Что такое человечья жизнь с муравьиной суетой против затянувшегося полета вечности?
Разве что оторвется от пыльного фолианта, затерявшийся в эпохах мыслитель, чтоб уловить – где же он сам, стараясь не потерять-таки шаткой опоры Вселенной.
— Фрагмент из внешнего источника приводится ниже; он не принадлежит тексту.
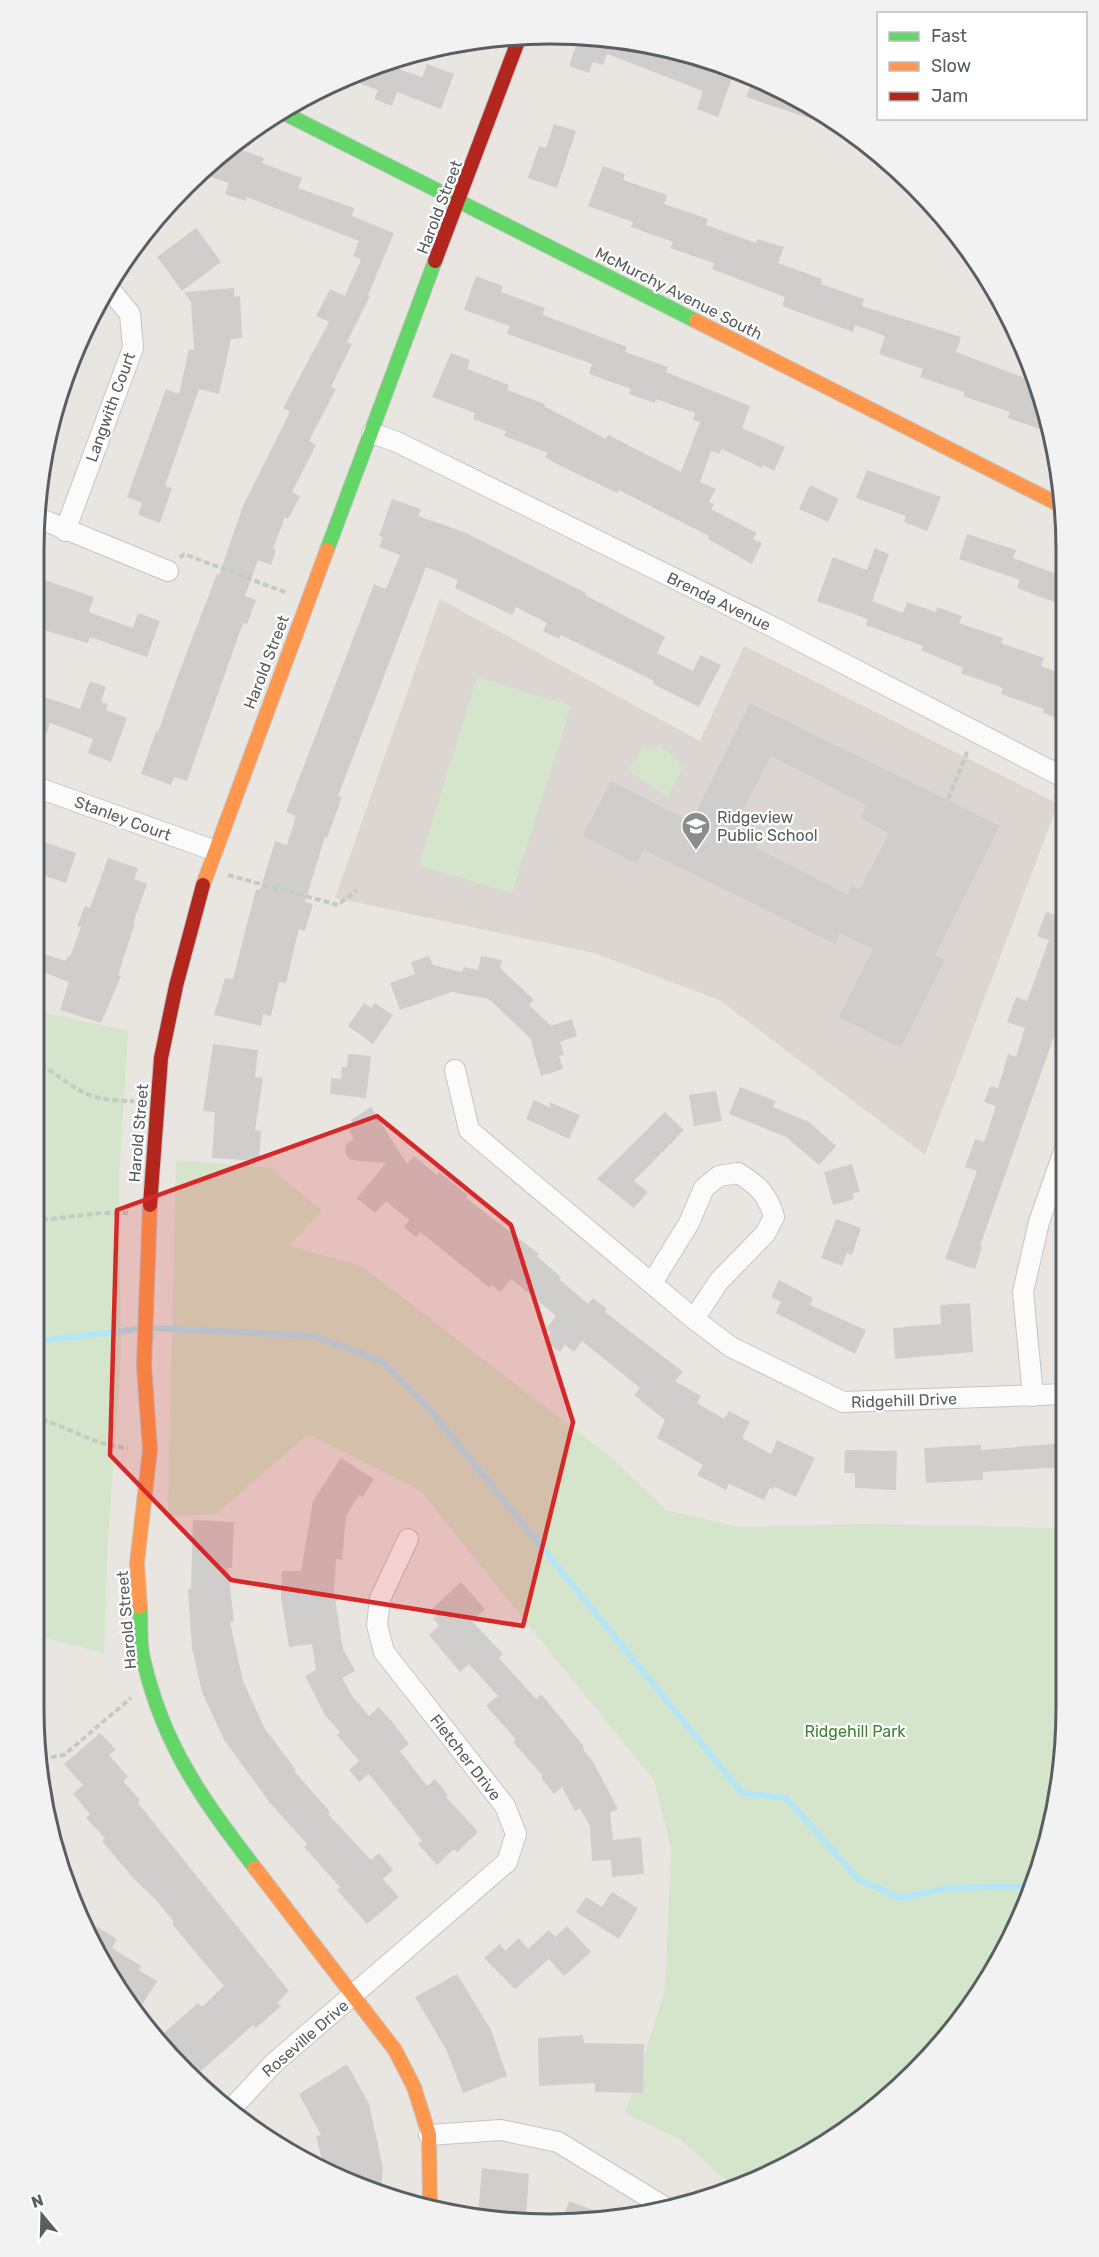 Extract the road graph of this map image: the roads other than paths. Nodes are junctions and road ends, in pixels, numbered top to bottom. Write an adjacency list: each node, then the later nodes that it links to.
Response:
1 (517, 45): 3 (street, Harold Street)
2 (289, 116): 3 (street, McMurchy Avenue South)
3 (460, 200): 5 (street, Harold Street); 6 (street, McMurchy Avenue South)
4 (113, 293): 8 (street, Langwith Court)
5 (372, 433): 10 (street, Brenda Avenue); 12 (street, Harold Street)
6 (1053, 501)
7 (45, 521): 8 (street)
8 (65, 531): 9 (street)
9 (168, 571)
10 (1056, 773)
11 (44, 790): 12 (street, Stanley Court)
12 (213, 850): 20 (street, Harold Street)
13 (455, 1070): 15 (street, Ridgehill Drive)
14 (1056, 1174): 18 (street)
15 (652, 1283): 16 (street, Ridgehill Drive); 16 (street)
16 (694, 1319): 18 (street, Ridgehill Drive)
17 (1056, 1395): 18 (street, Ridgehill Drive)
18 (1033, 1396)
19 (408, 1539): 20 (street, Fletcher Drive)
20 (354, 1995): 21 (street, Roseville Drive); 22 (street, Harold Street)
21 (235, 2104)
22 (429, 2135): 23 (street, Harold Street); 24 (street)
23 (432, 2199)
24 (656, 2202)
Или «лопнет» вдруг житейский омут. Вспыхнет ярко в мимолетном поцелуе с язычницей и  не сможешь ты забыть этих красок… Да и краски ли это были?

+++
Алик помнил  её поцелуи-руки.
Маринка. Ей  шестнадцать, ему чуть больше. Студент первокурсник на практике в затеряном поселке Бурятии.
Она выбрала его сама… На танцах в сельском клубе под старый магнитофон.
Наверняка именно так уводили язычницы  избранников, исполняя ритуал вечности в эти тысячи лет…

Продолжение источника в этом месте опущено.